If a Jew in Israel or elsewhere is eating standard commercially produced kosher (or nonkosher) beef, that animal likely spent much of its life in industrial farming conditions, including crowded feedlots and grain-heavy feeding systems that commonly lead to digestive disorders like ruminal acidosis.
Vast amounts of land, water, fertilizer, fuel, and feed are required to produce meat. Across the global meat industry, forests are cleared to grow feed crops. Large amounts of methane are released into the atmosphere. Water is consumed at enormous rates. In Israel especially, animal agriculture and food waste place serious strain on a small country with limited land and water resources.
What’s more, producing a single calorie of beef requires dozens of calories of feed. Animal agriculture consumes vast amounts of grain that could otherwise feed hungry populations directly. Factory farming does not feed the world efficiently but rather strains and depletes it.
Many point out that “kosher” refers to ritual fitness rather than a full ethical evaluation of food. But Jewish tradition also includes many other mitzvot that demand ethical sensitivity, compassion, restraint, and care for living creatures.
Rabbi Abraham Isaac Kook argued that the Torah’s original ideal for humanity was vegetarianism. Only after the Flood was meat permitted, as a concession to human weakness. Rav Kook believed that the many laws surrounding meat were designed partly to refine and limit our appetites, gradually guiding humanity toward greater compassion.
Similarly, Ramban emphasized that taking animal life is never morally trivial.
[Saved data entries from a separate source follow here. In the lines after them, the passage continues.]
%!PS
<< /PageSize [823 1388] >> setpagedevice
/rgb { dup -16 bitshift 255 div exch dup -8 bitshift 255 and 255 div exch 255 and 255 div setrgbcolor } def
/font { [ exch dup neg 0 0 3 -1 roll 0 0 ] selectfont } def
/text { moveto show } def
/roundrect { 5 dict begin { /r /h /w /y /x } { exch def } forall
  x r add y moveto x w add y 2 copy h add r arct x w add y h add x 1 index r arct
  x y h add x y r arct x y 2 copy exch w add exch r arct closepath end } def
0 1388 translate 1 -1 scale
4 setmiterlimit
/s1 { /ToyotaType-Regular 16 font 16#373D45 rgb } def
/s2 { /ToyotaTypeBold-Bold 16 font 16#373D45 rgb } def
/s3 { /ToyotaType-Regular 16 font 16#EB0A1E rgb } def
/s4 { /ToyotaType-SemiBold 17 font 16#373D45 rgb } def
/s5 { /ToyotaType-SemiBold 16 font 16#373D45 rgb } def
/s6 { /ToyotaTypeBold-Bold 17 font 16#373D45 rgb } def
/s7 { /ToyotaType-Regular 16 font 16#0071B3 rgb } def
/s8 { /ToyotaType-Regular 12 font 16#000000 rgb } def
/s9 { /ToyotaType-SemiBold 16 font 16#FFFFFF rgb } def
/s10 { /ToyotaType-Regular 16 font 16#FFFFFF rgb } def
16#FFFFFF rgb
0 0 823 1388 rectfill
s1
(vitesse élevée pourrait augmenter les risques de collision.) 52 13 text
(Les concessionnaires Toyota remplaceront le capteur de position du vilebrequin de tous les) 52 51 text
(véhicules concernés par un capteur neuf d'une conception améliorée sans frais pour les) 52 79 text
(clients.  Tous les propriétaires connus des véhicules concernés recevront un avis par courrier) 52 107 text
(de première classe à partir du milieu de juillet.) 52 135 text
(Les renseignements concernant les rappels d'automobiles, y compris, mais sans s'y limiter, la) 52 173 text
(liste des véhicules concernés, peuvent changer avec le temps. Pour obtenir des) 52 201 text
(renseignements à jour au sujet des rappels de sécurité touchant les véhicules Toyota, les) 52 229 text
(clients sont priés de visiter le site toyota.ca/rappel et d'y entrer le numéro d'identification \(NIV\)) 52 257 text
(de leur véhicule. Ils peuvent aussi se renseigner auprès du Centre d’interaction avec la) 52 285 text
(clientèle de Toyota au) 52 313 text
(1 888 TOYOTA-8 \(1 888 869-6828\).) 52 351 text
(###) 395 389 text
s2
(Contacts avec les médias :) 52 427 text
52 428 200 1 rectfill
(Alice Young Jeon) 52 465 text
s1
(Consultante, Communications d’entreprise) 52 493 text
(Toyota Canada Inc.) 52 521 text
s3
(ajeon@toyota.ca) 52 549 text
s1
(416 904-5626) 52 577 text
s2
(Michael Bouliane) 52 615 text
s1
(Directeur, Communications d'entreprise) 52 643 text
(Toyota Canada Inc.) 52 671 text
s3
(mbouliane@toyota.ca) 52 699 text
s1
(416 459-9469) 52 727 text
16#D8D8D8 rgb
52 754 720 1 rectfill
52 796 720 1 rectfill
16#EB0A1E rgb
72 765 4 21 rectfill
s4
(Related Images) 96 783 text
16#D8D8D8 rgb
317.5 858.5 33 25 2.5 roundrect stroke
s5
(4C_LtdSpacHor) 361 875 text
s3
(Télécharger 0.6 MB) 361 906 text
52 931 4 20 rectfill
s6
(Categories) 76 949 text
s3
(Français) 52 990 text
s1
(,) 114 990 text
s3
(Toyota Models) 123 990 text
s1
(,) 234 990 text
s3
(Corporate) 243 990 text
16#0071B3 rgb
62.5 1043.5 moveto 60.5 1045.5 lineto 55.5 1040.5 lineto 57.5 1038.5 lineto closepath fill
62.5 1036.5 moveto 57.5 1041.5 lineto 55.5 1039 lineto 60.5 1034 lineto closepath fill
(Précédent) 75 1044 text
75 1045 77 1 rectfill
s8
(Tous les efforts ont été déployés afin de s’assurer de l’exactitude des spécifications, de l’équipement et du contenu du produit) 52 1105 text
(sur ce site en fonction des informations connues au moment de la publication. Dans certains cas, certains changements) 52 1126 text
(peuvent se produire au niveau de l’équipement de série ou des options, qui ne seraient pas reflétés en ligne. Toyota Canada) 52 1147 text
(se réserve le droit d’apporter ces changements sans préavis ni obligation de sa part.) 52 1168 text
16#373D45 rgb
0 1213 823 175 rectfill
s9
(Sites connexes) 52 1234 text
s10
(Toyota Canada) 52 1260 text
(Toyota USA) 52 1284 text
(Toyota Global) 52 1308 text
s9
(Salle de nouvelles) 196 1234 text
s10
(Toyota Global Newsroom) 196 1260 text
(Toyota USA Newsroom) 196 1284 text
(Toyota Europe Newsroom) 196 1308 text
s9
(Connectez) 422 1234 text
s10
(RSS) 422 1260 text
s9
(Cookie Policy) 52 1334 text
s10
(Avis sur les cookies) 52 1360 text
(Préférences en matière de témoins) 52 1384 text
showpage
Rabbi Joseph Albo likewise writes that although eating meat is permitted, it must be approached with seriousness and sensitivity. Chazal (sages) surround meat with halachot (Jewish laws) because it is something weighty. Something that demands moral consciousness.
How did a people so deeply shaped by ethics become so comfortable with excess? Is our ta’avah — our appetite for immediate pleasure — driving us to consume more meat than we truly need? Has our distance from animals and food production made it easier to waste what earlier generations would have treated with reverence?
Jews often speak proudly about being an or l’goyim, a light unto the nations. In many ways, Jewish communities truly embody extraordinary chesed, generosity, and communal responsibility. But being an or l’goyim also means examining how our consumption affects animals, vulnerable people, and the world G-d entrusted to us.Factory farming did not exist in the time of Chazal. But now that it does, Jews must ask difficult ethical questions.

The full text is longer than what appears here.